Analyse gaf aan dat de nierfunctie van de patiënt goed was en de dosis mocht gerust hoger geweest zijn dan wat werd aanbevolen in de ontslagbrief. De afdeling heeft er goed aangedaan om de dosis te verhogen maar het kon nog beter: 4x4g. Bovendien werd een stopdatum vermeld in de ontslagbrief en werd de therapie twee dagen langer aangehouden (geen infectietekenen). De niet-optimale opvolging door de afdeling kan voor een groot deel toegeschreven worden aan de onvolledigheid aan IZ-zijde.

- Patiënt G opgenomen op IZ omwille van postoperatieve respiratoire insufficiëntie na abdominale heelkunde.

Sputumkweken toonden Enterobacter cloaca en Escherichia coli waarvoor de gerichte antibiotische behandeling met meropenem werd gestart. Het therapievoorstel bij ontslag was om 100mg meropenem tweemaal daags toe te dienen. Op de afdeling werd 500mg meropenem zesmaal daags toegediend.

Het advies in de ontslagbrief was foutief en de therapie werd correct ingesteld bij overname op de afdeling.

Verder werd gezien dat bij 28 therapieën het advies in de IZ-ontslagbrief niet werd opgevolgd door de afdeling en dat het afwijken van het advies ook niet kon worden verklaard door een veranderende kliniek van de patiënt.

Voorbeeld:

- Patiënt H opgenomen op de afdeling IZ na resectie dundarminterponaat en maagoptrekking waar peroperatieve antibiotherapie werd gestart met fluconazole en piperacilline-tazobactam.

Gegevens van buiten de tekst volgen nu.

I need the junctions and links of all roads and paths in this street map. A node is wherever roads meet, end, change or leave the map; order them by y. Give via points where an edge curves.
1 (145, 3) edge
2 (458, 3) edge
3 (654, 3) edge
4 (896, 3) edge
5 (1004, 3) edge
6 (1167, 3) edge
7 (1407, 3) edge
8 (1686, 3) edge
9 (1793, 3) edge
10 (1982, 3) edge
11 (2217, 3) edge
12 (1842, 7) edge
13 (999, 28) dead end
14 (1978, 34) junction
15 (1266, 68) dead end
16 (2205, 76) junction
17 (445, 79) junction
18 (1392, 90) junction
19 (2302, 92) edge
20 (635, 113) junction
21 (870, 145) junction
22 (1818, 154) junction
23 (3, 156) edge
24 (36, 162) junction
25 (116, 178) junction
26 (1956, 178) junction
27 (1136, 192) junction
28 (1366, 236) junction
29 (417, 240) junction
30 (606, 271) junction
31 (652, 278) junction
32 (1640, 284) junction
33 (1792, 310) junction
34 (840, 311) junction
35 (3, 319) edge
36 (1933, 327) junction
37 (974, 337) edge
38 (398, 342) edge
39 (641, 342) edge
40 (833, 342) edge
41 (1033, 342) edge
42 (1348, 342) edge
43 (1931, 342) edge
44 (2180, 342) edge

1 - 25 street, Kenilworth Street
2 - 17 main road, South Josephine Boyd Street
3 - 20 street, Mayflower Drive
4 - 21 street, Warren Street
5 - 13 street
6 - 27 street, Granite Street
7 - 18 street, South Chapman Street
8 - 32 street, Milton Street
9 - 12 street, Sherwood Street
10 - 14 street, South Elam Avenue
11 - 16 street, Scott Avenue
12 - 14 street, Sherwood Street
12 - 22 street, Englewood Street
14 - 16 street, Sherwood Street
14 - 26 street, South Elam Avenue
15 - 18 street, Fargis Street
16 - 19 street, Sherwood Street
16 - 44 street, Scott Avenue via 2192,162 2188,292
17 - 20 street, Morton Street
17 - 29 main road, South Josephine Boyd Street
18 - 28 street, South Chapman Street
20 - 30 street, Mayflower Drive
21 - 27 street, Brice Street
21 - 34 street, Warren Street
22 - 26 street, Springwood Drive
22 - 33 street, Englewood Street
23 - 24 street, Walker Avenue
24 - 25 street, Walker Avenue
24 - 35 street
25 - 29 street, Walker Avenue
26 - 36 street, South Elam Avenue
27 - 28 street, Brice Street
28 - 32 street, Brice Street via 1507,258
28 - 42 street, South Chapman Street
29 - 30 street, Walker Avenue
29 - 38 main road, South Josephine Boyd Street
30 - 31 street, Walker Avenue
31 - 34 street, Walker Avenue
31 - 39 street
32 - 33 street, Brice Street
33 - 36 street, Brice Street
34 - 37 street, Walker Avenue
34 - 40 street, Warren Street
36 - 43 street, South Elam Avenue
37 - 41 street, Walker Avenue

De etter uit de wondnaad toonde Klebsiella pneumoniae. De patiënt was een gekende COPD patiënt en vertoonde een moeilijk respiratoir verloop postoperatief. Het sputumstaal toonde eveneens Klebsiella pneumoniae die resistent is aan piperacilline + tazobactam. Vandaar werd de therapie geswitcht naar levofloxacine en metronidazole. In de IZ-ontslagbrief werd aanbevolen om 500mg levofloxacine tweemaal daags toe te dienen. Op de afdeling heeft men de therapie verder gezet aan 500mg eenmaal daags.

Dit was een subtherapeutische dosis voor de patiënt, met als gevolg dat de patiënt een langere therapieduur nodig had en de dosis later nog moest worden aangepast. Dit kon vermeden worden indien de afdeling onmiddellijk de correcte dosis had overgenomen.

43 5.2.3 Sequentiële therapieën

Bij 10,8% van de antimicrobiële middelen werd het advies gegeven om de therapie intraveneus verder te zetten of op te starten op de afdeling na IZ-ontslag, maar werd de therapie onmiddellijk geswitcht naar perorale vorm.

Slechts één switch kon worden verklaard doordat het werd aanbevolen door een ziekenhuisapotheker. Het was misschien mogelijk om voor deze therapieën rechtstreeks te adviseren in de ontslagbrief om de therapie peroraal verder te zetten als de toestand van de patiënt dit toelaat.